Instructions for the task: Return all the lines below exactly as written. Drop every picture.

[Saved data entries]
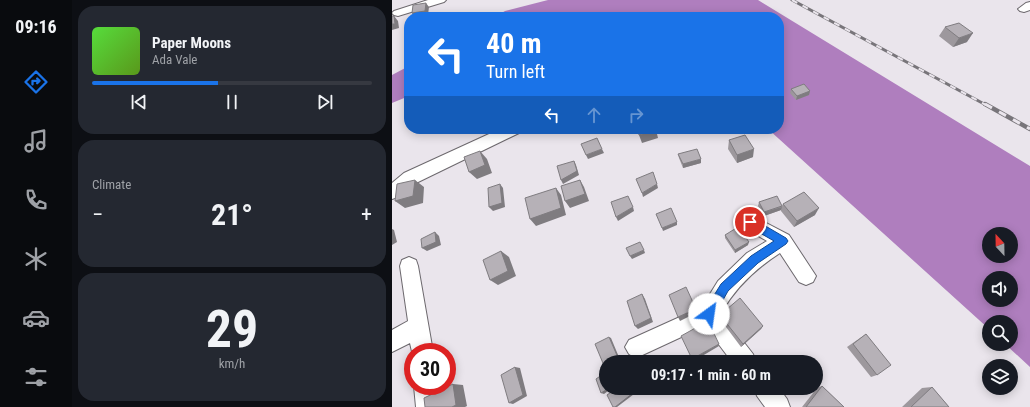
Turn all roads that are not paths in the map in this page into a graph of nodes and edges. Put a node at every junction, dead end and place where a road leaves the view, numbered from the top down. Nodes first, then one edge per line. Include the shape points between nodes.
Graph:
1 (440, 0) edge
2 (398, 13) dead end
3 (503, 134) edge
4 (392, 192) edge
5 (750, 222) dead end
6 (783, 241) junction
7 (408, 266) dead end
8 (806, 276) dead end
9 (709, 314) junction
10 (419, 326) junction
11 (392, 342) edge
12 (421, 343) edge
13 (636, 346) dead end
14 (740, 355) edge
15 (426, 395) edge
16 (770, 395) edge
17 (427, 407) edge
18 (779, 407) edge

1 - 2 street
3 - 4 street via 410,178
5 - 6 street
6 - 8 street
6 - 9 street via 754,259 725,288
7 - 10 street
9 - 13 street
9 - 14 street
10 - 11 street
10 - 12 street
15 - 17 street
16 - 18 street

Output of the exercise:
Turn all roads that are not paths in the map in this page into a graph of nodes and edges. Put a node at every junction, dead end and place where a road leaves the view, numbered from the top down. Nodes first, then one edge per line. Include the shape points between nodes.
Graph:
1 (440, 0) edge
2 (398, 13) dead end
3 (503, 134) edge
4 (392, 192) edge
5 (750, 222) dead end
6 (783, 241) junction
7 (408, 266) dead end
8 (806, 276) dead end
9 (709, 314) junction
10 (419, 326) junction
11 (392, 342) edge
12 (421, 343) edge
13 (636, 346) dead end
14 (740, 355) edge
15 (426, 395) edge
16 (770, 395) edge
17 (427, 407) edge
18 (779, 407) edge

1 - 2 street
3 - 4 street via 410,178
5 - 6 street
6 - 8 street
6 - 9 street via 754,259 725,288
7 - 10 street
9 - 13 street
9 - 14 street
10 - 11 street
10 - 12 street
15 - 17 street
16 - 18 street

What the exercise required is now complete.